**Work instructions**
A verbatim copy of every entry is required. Produce it now.

**Material for this exercise**
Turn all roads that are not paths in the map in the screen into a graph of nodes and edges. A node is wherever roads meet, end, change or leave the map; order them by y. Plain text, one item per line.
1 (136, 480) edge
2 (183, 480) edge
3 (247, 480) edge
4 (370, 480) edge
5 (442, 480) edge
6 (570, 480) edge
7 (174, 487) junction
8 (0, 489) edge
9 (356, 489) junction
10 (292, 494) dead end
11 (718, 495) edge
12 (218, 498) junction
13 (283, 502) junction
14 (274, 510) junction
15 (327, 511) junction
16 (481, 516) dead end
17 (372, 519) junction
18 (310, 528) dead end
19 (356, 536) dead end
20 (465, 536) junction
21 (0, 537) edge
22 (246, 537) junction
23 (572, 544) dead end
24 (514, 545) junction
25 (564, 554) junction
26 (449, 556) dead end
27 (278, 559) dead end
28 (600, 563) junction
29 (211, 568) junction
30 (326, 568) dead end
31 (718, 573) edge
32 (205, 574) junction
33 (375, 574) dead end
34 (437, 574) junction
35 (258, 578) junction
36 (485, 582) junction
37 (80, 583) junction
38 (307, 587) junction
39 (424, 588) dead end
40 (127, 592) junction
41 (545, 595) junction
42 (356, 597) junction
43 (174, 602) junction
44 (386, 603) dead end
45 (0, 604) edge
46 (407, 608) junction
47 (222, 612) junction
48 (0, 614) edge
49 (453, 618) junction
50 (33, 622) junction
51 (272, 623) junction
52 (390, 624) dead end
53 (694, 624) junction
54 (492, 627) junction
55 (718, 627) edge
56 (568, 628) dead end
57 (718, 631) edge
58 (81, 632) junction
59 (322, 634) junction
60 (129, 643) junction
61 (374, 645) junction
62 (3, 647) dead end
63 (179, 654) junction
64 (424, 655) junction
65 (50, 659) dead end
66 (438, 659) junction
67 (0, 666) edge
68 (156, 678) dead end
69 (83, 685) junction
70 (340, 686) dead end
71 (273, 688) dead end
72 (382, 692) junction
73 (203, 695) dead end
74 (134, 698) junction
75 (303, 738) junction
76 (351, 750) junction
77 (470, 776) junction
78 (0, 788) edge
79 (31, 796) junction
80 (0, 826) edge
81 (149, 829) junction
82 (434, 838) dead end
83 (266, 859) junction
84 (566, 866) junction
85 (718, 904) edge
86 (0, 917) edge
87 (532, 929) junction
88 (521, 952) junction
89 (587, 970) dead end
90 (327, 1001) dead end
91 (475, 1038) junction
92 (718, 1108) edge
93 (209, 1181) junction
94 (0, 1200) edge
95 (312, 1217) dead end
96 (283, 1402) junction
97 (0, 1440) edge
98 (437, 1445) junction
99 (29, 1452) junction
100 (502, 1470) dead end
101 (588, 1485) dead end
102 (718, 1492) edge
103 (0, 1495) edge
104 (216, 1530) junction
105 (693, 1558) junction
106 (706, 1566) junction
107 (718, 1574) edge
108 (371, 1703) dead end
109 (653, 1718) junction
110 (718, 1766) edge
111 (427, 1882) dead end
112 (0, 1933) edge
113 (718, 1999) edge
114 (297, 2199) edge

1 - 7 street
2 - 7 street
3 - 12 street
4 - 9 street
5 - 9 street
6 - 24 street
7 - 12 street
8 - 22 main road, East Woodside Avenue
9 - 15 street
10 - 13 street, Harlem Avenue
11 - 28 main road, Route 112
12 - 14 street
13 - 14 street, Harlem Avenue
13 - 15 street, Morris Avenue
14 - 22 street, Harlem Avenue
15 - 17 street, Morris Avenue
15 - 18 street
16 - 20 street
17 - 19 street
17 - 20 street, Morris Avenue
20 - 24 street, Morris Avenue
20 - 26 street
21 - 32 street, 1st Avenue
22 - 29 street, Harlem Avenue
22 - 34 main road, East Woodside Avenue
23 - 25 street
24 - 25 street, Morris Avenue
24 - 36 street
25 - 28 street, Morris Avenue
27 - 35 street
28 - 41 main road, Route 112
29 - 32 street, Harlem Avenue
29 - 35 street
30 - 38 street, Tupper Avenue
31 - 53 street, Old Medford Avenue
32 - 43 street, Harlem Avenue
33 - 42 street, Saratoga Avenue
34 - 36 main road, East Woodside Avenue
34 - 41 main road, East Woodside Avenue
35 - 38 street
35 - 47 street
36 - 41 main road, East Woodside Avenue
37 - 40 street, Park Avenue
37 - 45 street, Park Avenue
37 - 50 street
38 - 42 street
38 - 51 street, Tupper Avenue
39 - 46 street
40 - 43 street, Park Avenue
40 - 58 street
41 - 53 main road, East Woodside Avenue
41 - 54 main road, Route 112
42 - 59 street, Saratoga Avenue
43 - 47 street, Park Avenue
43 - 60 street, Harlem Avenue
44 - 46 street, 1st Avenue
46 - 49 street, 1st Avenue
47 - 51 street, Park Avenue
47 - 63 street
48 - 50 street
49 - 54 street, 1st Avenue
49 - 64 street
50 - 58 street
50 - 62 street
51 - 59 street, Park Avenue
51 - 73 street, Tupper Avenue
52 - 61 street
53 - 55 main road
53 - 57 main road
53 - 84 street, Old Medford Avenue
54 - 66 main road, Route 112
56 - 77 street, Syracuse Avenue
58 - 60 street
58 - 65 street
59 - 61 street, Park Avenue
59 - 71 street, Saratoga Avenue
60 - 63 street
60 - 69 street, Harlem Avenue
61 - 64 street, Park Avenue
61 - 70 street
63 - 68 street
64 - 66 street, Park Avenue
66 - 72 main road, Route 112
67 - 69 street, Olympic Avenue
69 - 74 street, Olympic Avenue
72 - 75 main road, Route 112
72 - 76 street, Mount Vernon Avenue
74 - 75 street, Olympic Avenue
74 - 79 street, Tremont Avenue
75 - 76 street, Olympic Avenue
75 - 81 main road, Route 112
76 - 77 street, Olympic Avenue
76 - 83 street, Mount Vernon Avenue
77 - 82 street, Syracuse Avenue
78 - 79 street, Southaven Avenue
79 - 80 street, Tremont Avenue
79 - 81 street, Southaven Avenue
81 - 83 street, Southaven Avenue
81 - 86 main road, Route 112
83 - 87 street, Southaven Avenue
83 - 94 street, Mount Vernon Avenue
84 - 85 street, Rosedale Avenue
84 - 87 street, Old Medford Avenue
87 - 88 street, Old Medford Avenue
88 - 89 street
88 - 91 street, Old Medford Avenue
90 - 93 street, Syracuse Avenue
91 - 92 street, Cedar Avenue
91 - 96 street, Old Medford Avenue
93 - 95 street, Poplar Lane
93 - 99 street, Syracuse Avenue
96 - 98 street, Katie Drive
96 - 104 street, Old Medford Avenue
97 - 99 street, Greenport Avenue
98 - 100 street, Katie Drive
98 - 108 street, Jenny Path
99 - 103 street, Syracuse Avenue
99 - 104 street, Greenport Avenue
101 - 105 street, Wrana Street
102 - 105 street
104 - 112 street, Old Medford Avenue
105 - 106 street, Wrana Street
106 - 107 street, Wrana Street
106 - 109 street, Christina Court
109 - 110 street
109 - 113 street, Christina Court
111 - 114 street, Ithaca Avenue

**Reply to the exercise**
Turn all roads that are not paths in the map in the screen into a graph of nodes and edges. A node is wherever roads meet, end, change or leave the map; order them by y. Plain text, one item per line.
1 (136, 480) edge
2 (183, 480) edge
3 (247, 480) edge
4 (370, 480) edge
5 (442, 480) edge
6 (570, 480) edge
7 (174, 487) junction
8 (0, 489) edge
9 (356, 489) junction
10 (292, 494) dead end
11 (718, 495) edge
12 (218, 498) junction
13 (283, 502) junction
14 (274, 510) junction
15 (327, 511) junction
16 (481, 516) dead end
17 (372, 519) junction
18 (310, 528) dead end
19 (356, 536) dead end
20 (465, 536) junction
21 (0, 537) edge
22 (246, 537) junction
23 (572, 544) dead end
24 (514, 545) junction
25 (564, 554) junction
26 (449, 556) dead end
27 (278, 559) dead end
28 (600, 563) junction
29 (211, 568) junction
30 (326, 568) dead end
31 (718, 573) edge
32 (205, 574) junction
33 (375, 574) dead end
34 (437, 574) junction
35 (258, 578) junction
36 (485, 582) junction
37 (80, 583) junction
38 (307, 587) junction
39 (424, 588) dead end
40 (127, 592) junction
41 (545, 595) junction
42 (356, 597) junction
43 (174, 602) junction
44 (386, 603) dead end
45 (0, 604) edge
46 (407, 608) junction
47 (222, 612) junction
48 (0, 614) edge
49 (453, 618) junction
50 (33, 622) junction
51 (272, 623) junction
52 (390, 624) dead end
53 (694, 624) junction
54 (492, 627) junction
55 (718, 627) edge
56 (568, 628) dead end
57 (718, 631) edge
58 (81, 632) junction
59 (322, 634) junction
60 (129, 643) junction
61 (374, 645) junction
62 (3, 647) dead end
63 (179, 654) junction
64 (424, 655) junction
65 (50, 659) dead end
66 (438, 659) junction
67 (0, 666) edge
68 (156, 678) dead end
69 (83, 685) junction
70 (340, 686) dead end
71 (273, 688) dead end
72 (382, 692) junction
73 (203, 695) dead end
74 (134, 698) junction
75 (303, 738) junction
76 (351, 750) junction
77 (470, 776) junction
78 (0, 788) edge
79 (31, 796) junction
80 (0, 826) edge
81 (149, 829) junction
82 (434, 838) dead end
83 (266, 859) junction
84 (566, 866) junction
85 (718, 904) edge
86 (0, 917) edge
87 (532, 929) junction
88 (521, 952) junction
89 (587, 970) dead end
90 (327, 1001) dead end
91 (475, 1038) junction
92 (718, 1108) edge
93 (209, 1181) junction
94 (0, 1200) edge
95 (312, 1217) dead end
96 (283, 1402) junction
97 (0, 1440) edge
98 (437, 1445) junction
99 (29, 1452) junction
100 (502, 1470) dead end
101 (588, 1485) dead end
102 (718, 1492) edge
103 (0, 1495) edge
104 (216, 1530) junction
105 (693, 1558) junction
106 (706, 1566) junction
107 (718, 1574) edge
108 (371, 1703) dead end
109 (653, 1718) junction
110 (718, 1766) edge
111 (427, 1882) dead end
112 (0, 1933) edge
113 (718, 1999) edge
114 (297, 2199) edge

1 - 7 street
2 - 7 street
3 - 12 street
4 - 9 street
5 - 9 street
6 - 24 street
7 - 12 street
8 - 22 main road, East Woodside Avenue
9 - 15 street
10 - 13 street, Harlem Avenue
11 - 28 main road, Route 112
12 - 14 street
13 - 14 street, Harlem Avenue
13 - 15 street, Morris Avenue
14 - 22 street, Harlem Avenue
15 - 17 street, Morris Avenue
15 - 18 street
16 - 20 street
17 - 19 street
17 - 20 street, Morris Avenue
20 - 24 street, Morris Avenue
20 - 26 street
21 - 32 street, 1st Avenue
22 - 29 street, Harlem Avenue
22 - 34 main road, East Woodside Avenue
23 - 25 street
24 - 25 street, Morris Avenue
24 - 36 street
25 - 28 street, Morris Avenue
27 - 35 street
28 - 41 main road, Route 112
29 - 32 street, Harlem Avenue
29 - 35 street
30 - 38 street, Tupper Avenue
31 - 53 street, Old Medford Avenue
32 - 43 street, Harlem Avenue
33 - 42 street, Saratoga Avenue
34 - 36 main road, East Woodside Avenue
34 - 41 main road, East Woodside Avenue
35 - 38 street
35 - 47 street
36 - 41 main road, East Woodside Avenue
37 - 40 street, Park Avenue
37 - 45 street, Park Avenue
37 - 50 street
38 - 42 street
38 - 51 street, Tupper Avenue
39 - 46 street
40 - 43 street, Park Avenue
40 - 58 street
41 - 53 main road, East Woodside Avenue
41 - 54 main road, Route 112
42 - 59 street, Saratoga Avenue
43 - 47 street, Park Avenue
43 - 60 street, Harlem Avenue
44 - 46 street, 1st Avenue
46 - 49 street, 1st Avenue
47 - 51 street, Park Avenue
47 - 63 street
48 - 50 street
49 - 54 street, 1st Avenue
49 - 64 street
50 - 58 street
50 - 62 street
51 - 59 street, Park Avenue
51 - 73 street, Tupper Avenue
52 - 61 street
53 - 55 main road
53 - 57 main road
53 - 84 street, Old Medford Avenue
54 - 66 main road, Route 112
56 - 77 street, Syracuse Avenue
58 - 60 street
58 - 65 street
59 - 61 street, Park Avenue
59 - 71 street, Saratoga Avenue
60 - 63 street
60 - 69 street, Harlem Avenue
61 - 64 street, Park Avenue
61 - 70 street
63 - 68 street
64 - 66 street, Park Avenue
66 - 72 main road, Route 112
67 - 69 street, Olympic Avenue
69 - 74 street, Olympic Avenue
72 - 75 main road, Route 112
72 - 76 street, Mount Vernon Avenue
74 - 75 street, Olympic Avenue
74 - 79 street, Tremont Avenue
75 - 76 street, Olympic Avenue
75 - 81 main road, Route 112
76 - 77 street, Olympic Avenue
76 - 83 street, Mount Vernon Avenue
77 - 82 street, Syracuse Avenue
78 - 79 street, Southaven Avenue
79 - 80 street, Tremont Avenue
79 - 81 street, Southaven Avenue
81 - 83 street, Southaven Avenue
81 - 86 main road, Route 112
83 - 87 street, Southaven Avenue
83 - 94 street, Mount Vernon Avenue
84 - 85 street, Rosedale Avenue
84 - 87 street, Old Medford Avenue
87 - 88 street, Old Medford Avenue
88 - 89 street
88 - 91 street, Old Medford Avenue
90 - 93 street, Syracuse Avenue
91 - 92 street, Cedar Avenue
91 - 96 street, Old Medford Avenue
93 - 95 street, Poplar Lane
93 - 99 street, Syracuse Avenue
96 - 98 street, Katie Drive
96 - 104 street, Old Medford Avenue
97 - 99 street, Greenport Avenue
98 - 100 street, Katie Drive
98 - 108 street, Jenny Path
99 - 103 street, Syracuse Avenue
99 - 104 street, Greenport Avenue
101 - 105 street, Wrana Street
102 - 105 street
104 - 112 street, Old Medford Avenue
105 - 106 street, Wrana Street
106 - 107 street, Wrana Street
106 - 109 street, Christina Court
109 - 110 street
109 - 113 street, Christina Court
111 - 114 street, Ithaca Avenue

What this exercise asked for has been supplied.